The Jain stupa was a type of stupa erected by the Jains for devotional purposes. A Jain stupa dated to the 1st century BCE-1st century CE was excavated at Mathura in the 19th century, in the Kankali Tila mound.

Jain legends state that the earliest Jain stupa was built in the 8th century BCE, before the time of the Jina Parsvanatha.

There is a possibly that the Jains adopted stupa worships from the Buddhists, but that is an unsettled point. However the Jain stupa has a peculiar cylindrical three-tier structure, which is quite reminiscent of the Samavasarana, by which it was apparently ultimately replaced as an object of worship. The name for stupa as used in Jain inscriptions is the standard word "thupe".

Mathura Jain stupas
A Jain stupa dated to the 1st century BCE-1st century CE was excavated at Mathura in the 19th century, in the Kankali Tila mound. Numerous associated religious works of art were also discovered during the excavations. Many of these are votive tablets, called ayagapatas. They are numerous, and some of the earliest ones have been dated to circa 50-20 BCE. 

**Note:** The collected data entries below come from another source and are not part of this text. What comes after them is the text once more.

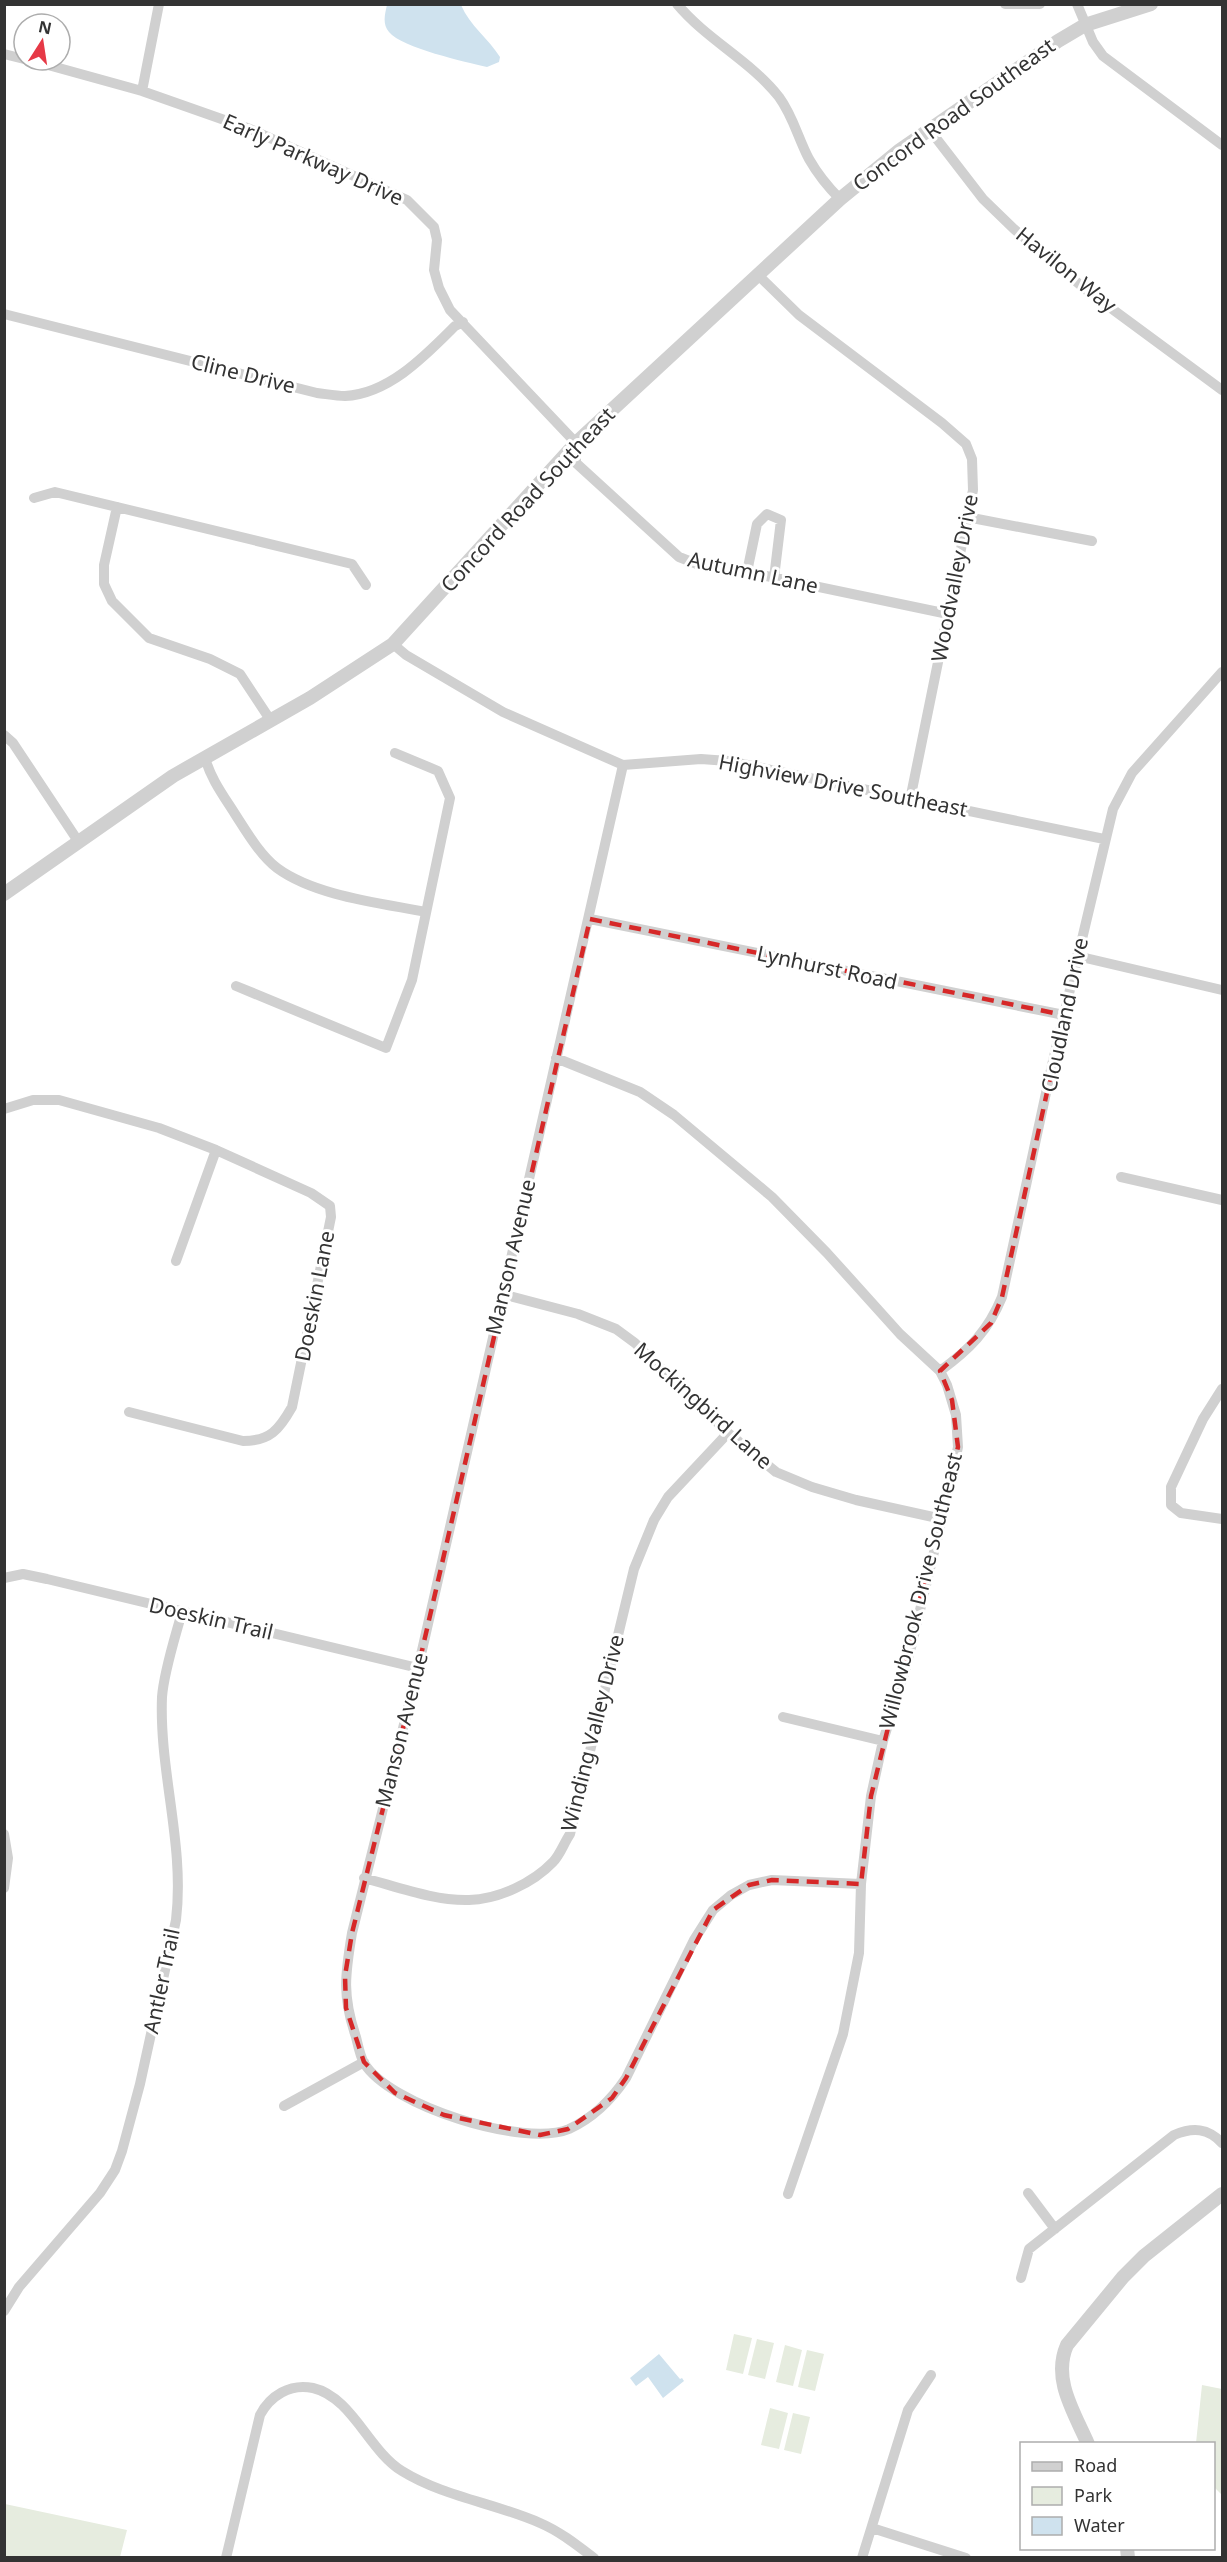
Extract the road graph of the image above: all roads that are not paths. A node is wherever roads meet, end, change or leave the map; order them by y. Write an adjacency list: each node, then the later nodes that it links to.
1 (159, 4): 9 (street)
2 (677, 4): 12 (street)
3 (1005, 4): 4 (street)
4 (1040, 4)
5 (1077, 4): 7 (street)
6 (1151, 4): 7 (street, Concord Road Southeast)
7 (1085, 25): 10 (street, Concord Road Southeast); 11 (street)
8 (72, 72): 9 (street, Early Parkway Drive)
9 (142, 91): 15 (street, Early Parkway Drive)
10 (929, 129): 12 (street, Concord Road Southeast); 16 (street, Havilon Way)
11 (1222, 145)
12 (840, 199): 13 (street, Concord Road Southeast)
13 (757, 274): 17 (street, Concord Road Southeast); 20 (street, Woodvalley Drive)
14 (4, 314): 15 (street, Cline Drive)
15 (463, 322): 17 (street, Early Parkway Drive)
16 (1222, 390)
17 (576, 442): 22 (street, Autumn Lane); 26 (street, Concord Road Southeast)
18 (34, 498): 19 (street)
19 (117, 507): 24 (street); 28 (street)
20 (967, 516): 21 (street); 25 (street, Woodvalley Drive)
21 (1092, 541)
22 (747, 572): 23 (street, Autumn Lane); 23 (street)
23 (774, 578): 25 (street, Autumn Lane)
24 (366, 585)
25 (948, 614): 33 (street, Woodvalley Drive)
26 (393, 644): 28 (street, Concord Road Southeast); 32 (street, Highview Drive Southeast)
27 (1222, 672): 34 (street, Cloudland Drive)
28 (271, 721): 31 (street, Concord Road Southeast)
29 (4, 735): 35 (street)
30 (395, 753): 37 (street)
31 (205, 758): 35 (street, Concord Road Southeast); 37 (street)
32 (623, 765): 33 (street, Highview Drive Southeast); 38 (street, Manson Avenue)
33 (910, 800): 34 (street, Highview Drive Southeast)
34 (1104, 839): 39 (street, Cloudland Drive)
35 (78, 841): 36 (street, Concord Road Southeast)
36 (4, 894)
37 (426, 912): 40 (street)
38 (590, 919): 42 (street, Lynhurst Road); 43 (street, Manson Avenue)
39 (1077, 956): 41 (street); 42 (street, Cloudland Drive)
40 (236, 986)
41 (1222, 990)
42 (1064, 1015): 50 (street, Cloudland Drive)
43 (556, 1058): 49 (street, Manson Avenue); 50 (street, Willowbrook Drive Southeast)
44 (4, 1109): 45 (street, Doeskin Lane)
45 (216, 1150): 48 (street); 52 (street, Doeskin Lane)
46 (1121, 1177): 47 (street)
47 (1222, 1200)
48 (176, 1261)
49 (502, 1294): 53 (street, Mockingbird Lane); 58 (street, Manson Avenue)
50 (940, 1371): 54 (street, Willowbrook Drive Southeast)
51 (1222, 1389): 55 (street)
52 (129, 1412)
53 (728, 1433): 54 (street, Mockingbird Lane); 62 (street, Winding Valley Drive)
54 (942, 1519): 60 (street, Willowbrook Drive Southeast)
55 (1222, 1520)
56 (4, 1578): 57 (street, Doeskin Trail)
57 (182, 1612): 58 (street, Doeskin Trail); 73 (street, Antler Trail)
58 (418, 1668): 62 (street, Manson Avenue)
59 (783, 1717): 60 (street)
60 (883, 1741): 63 (street, Willowbrook Drive Southeast)
61 (4, 1834): 64 (street)
62 (364, 1878): 65 (street, Manson Avenue)
63 (861, 1884): 65 (street, Manson Avenue); 69 (street, Willowbrook Drive Southeast)
64 (4, 1888)
65 (364, 2062): 66 (street)
66 (284, 2106)
67 (1222, 2143): 71 (street)
68 (1028, 2193): 71 (street)
69 (788, 2194)
70 (1221, 2198): 75 (street)
71 (1055, 2229): 72 (street)
72 (1021, 2278)
73 (4, 2311)
74 (931, 2375): 76 (street)
75 (1087, 2442)
76 (872, 2528): 79 (street); 80 (street)
77 (225, 2558): 78 (street)
78 (594, 2558)
79 (862, 2558)
80 (966, 2558)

According to Jain legends, five Jain stupas were built in Mathura.

Ayagapatas

The Jain devotional reliefs called Ayagapatas, particularly that dedicated by Vasu, shows a probable design of the Jain stupa. The stupa drum is set on a high platform, and accessed by a flight of stairs and an ornate torana gate, quite similar in style to the toranas of Sanchi. Niches with images can be seen in front of the platform. The drum of the stupa is elongated and cylindrical, and formed of three superposed tiers separated by railings and decorated bands. The stupa starts to round off only above these three tiers. The platform may have been squared, with Persepolitan-type columns in each corner, similar to those seen in the Vasu Ayagapata. On the Vasu ayagapata, one of the Persepolitan pillars is surmounted by a Dharmachakra wheel, and the other pillar was probably surmounted by an animal, as seen in other similar ayagapatas.

The Sivayasa ayagapata shows clearly two triratna symbols on top of the torana, as well as a central flame palmette design.

Jain stupas in narrative reliefs

By 100 BCE, a relief from Mathura is known, the Kankali Tila architrave, representing centaurs worshipping a Jain stupa.

Here again the Jain stupa in the middle of the relief is of cylindrical type with a three-tier design, separated by three horizontal railings. 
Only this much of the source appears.